In the process of building a monument to civilian victims of genocide in Prijedor, “Friends of Prijedor” delegation and the Genocide Research Institute in Canada held a meeting in Chicago’s city administration.
Earlier, they urged for a memorial for the 3,167 victims of the aggression perpetrated by the Bosnian Serbs against non-Serbs in Prijedor Municipality which began in 1992.
The atrocities that were committed have been extensively documented in the proceedings of the International Criminal Tribunal for the former Yugoslavia, and in published books and other reports. There have been numerous convictions of the perpetrators, including on appeal, for the crimes that were committed in Prijedor Municipality. However, while the perpetrators have been glorified, for example, in a memorial adjacent to Trnopolje concentration camp, family members of the victims have not been permitted to erect a memorial either in Trnopolje, or in the location of Omarska concentration camp, or in the center of Prijedor. Repeated efforts to erect a memorial have been frustrated by the Prijedor Municipal Assembly.

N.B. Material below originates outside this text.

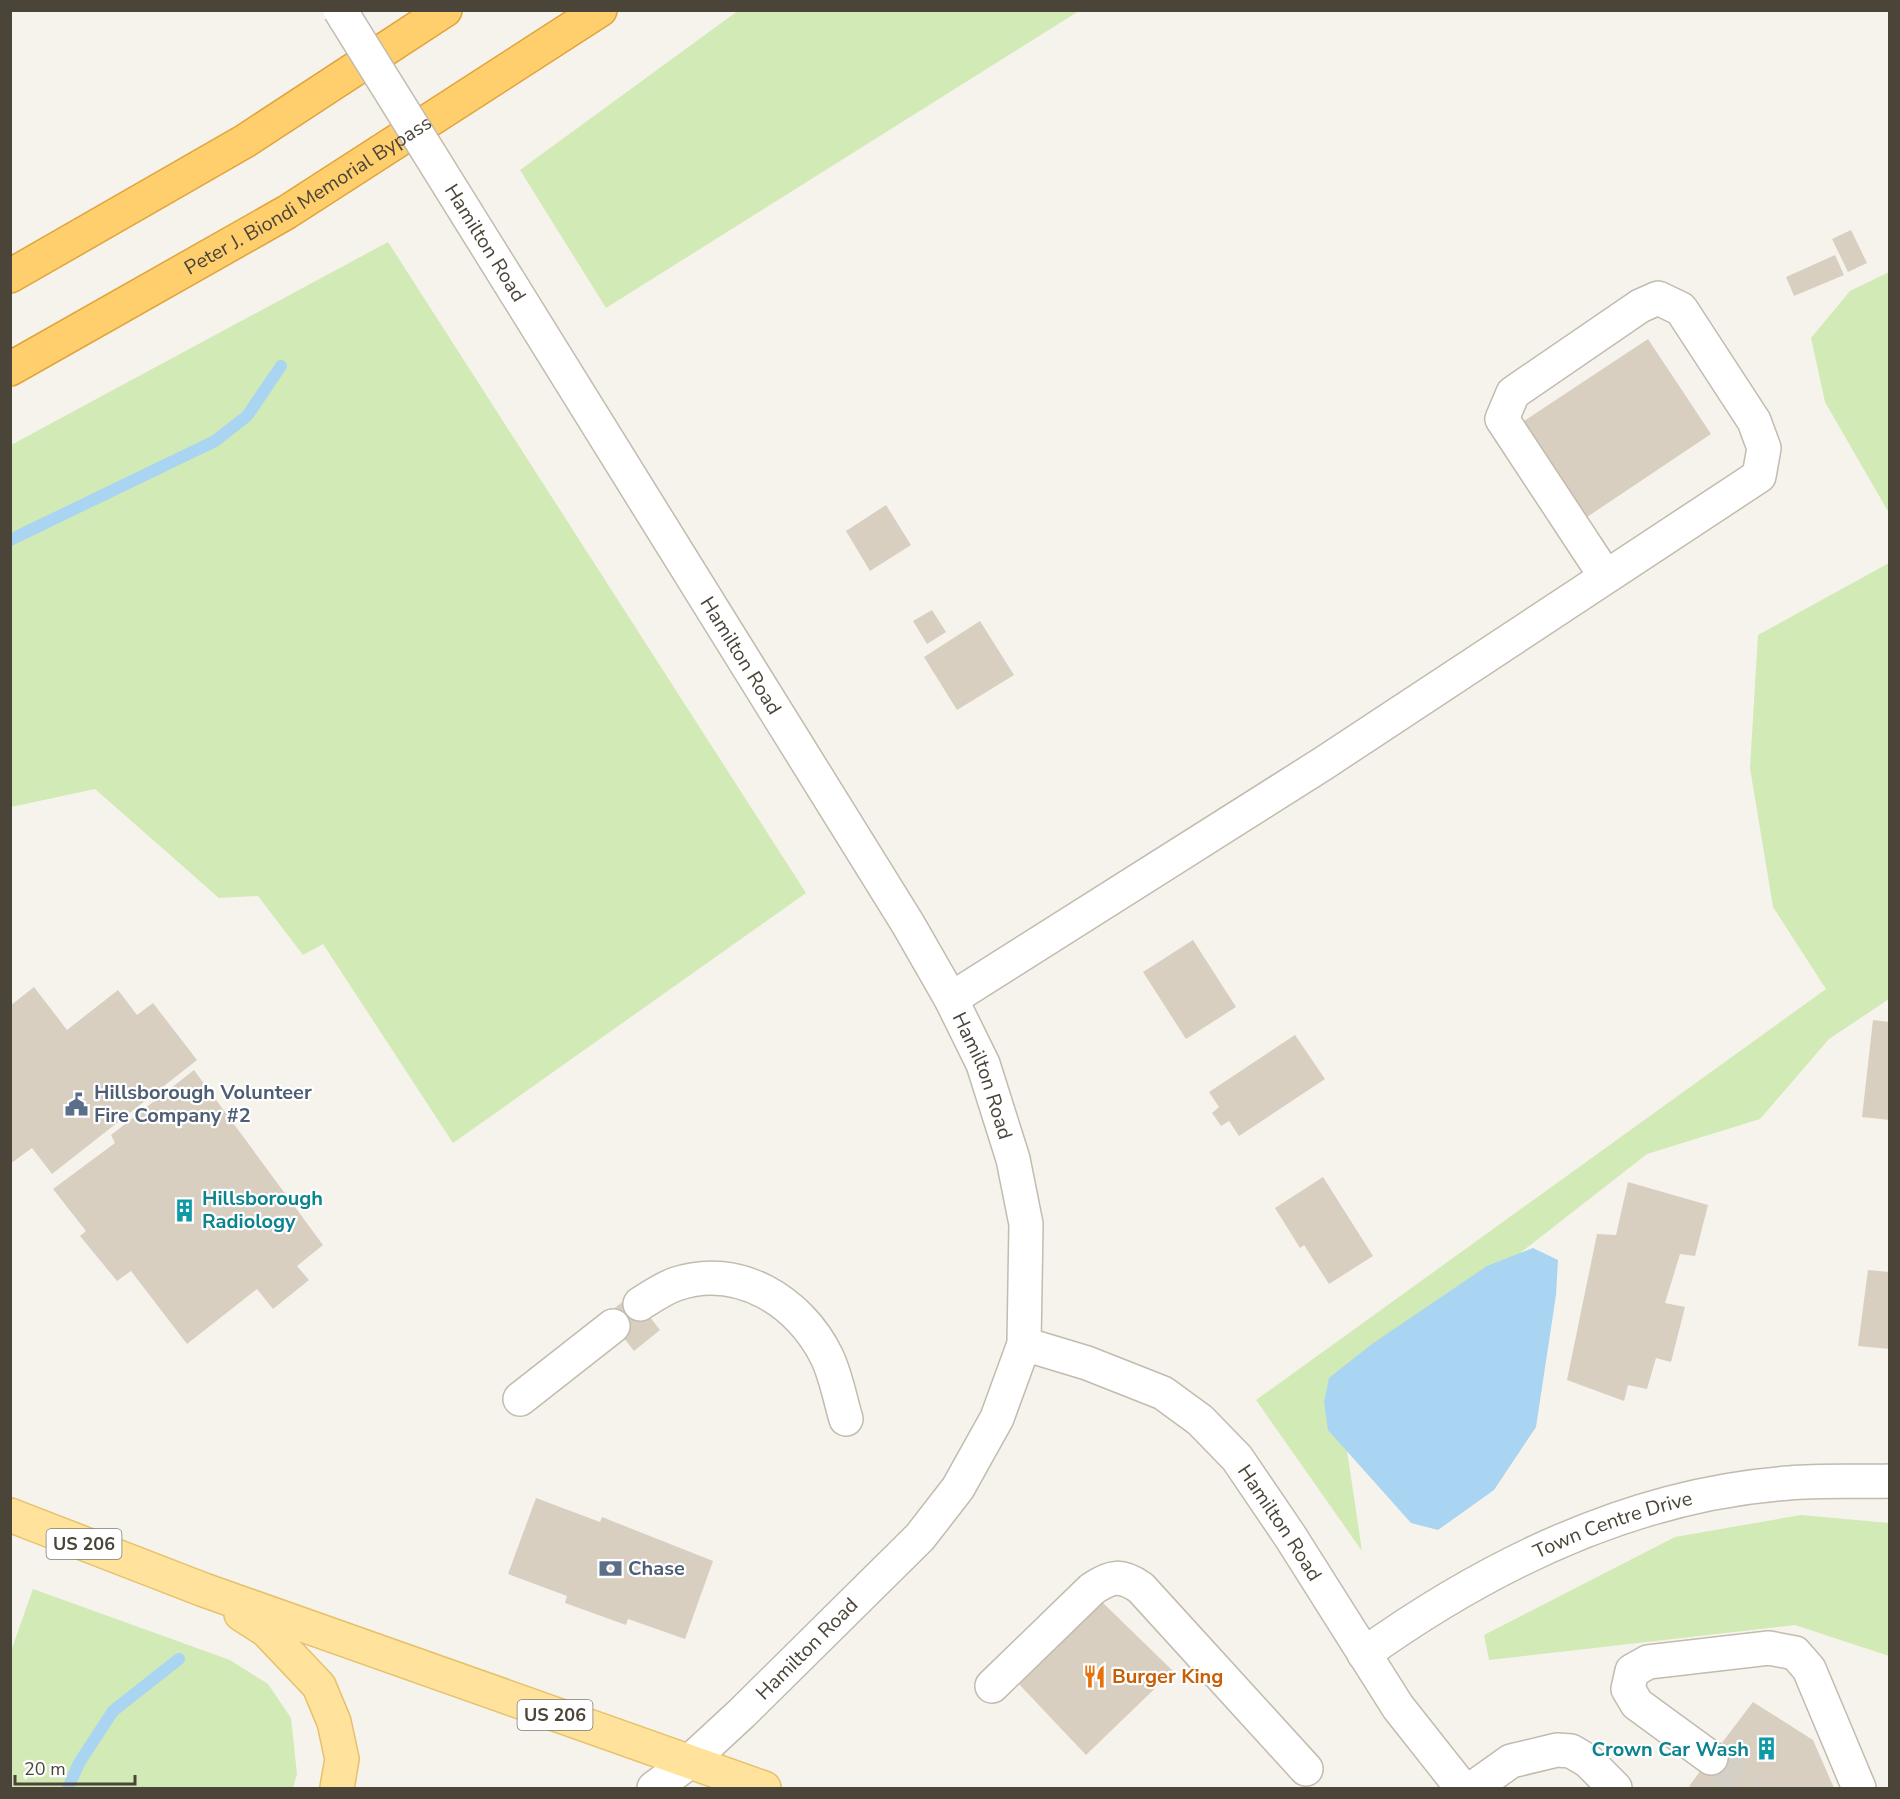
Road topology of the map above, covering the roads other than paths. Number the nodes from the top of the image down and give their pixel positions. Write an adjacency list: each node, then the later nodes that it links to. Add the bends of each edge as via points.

With the public glorification of the perpetrators, the prohibition of a memorial for the victims is clearly discriminatory. This prohibition constitutes a human rights violation, as well as a violation of Annex 7 of the Dayton Peace Accords. Annex 7 guaranteed the right of refugee return “without risk of intimidation, persecution, or discrimination.” The parties agreed to create “social conditions conducive to the voluntary return and harmonious reintegration of refugees and displaced persons, without preference for any particular group.”
The discriminatory prohibition of a memorial for the victims is a form of humiliation and psychological intimidation that discourages refugee return, impeding the original intention of Annex 7, and preventing the possibility of local reconciliation that such a memorial could facilitate.
In villages in the Prijedor area, such as Biscani, Hambarine, and Kozarac, civilian homes, along with mosques, were shelled and burned. In this process, civilians were wounded and murdered. Witnesses reported houses being burned with civilians still inside. Groups of civilians were seized and transferred to concentration camps, including Omarska, Keraterm, and Trnopolje. In the camps, detainees suffered interrogations, inhumane conditions, food deprivation, humiliation, beatings, and murder. Women faced rape. Detainees held in the “white house” at Omarska faced heinous treatment: “many detainees died as a result of these repeated assaults on them in the white house.”
In his recent book, Death in the White House, Mirsad Causevic, who was tortured in Omarska, writes, “I watched my friend’s skull cave in from a heavy blow, as his blood spattered everywhere. …I felt a sharp blow to my left kidney…I looked around and saw my attacker wearing the uniform of a policeman… He hit me again. And again, until I could not take it anymore and collapsed to my knees with a cry of pain…he moved on to my head. I felt the warmth as blood spurted from my face…I passed out.”This was the first of endless beatings he experienced in Omarska: “Everyday brought new indignities, new cruelties, as dozens would perish to satisfy their bloodlust.” Mirsad witnessed others being beaten to death.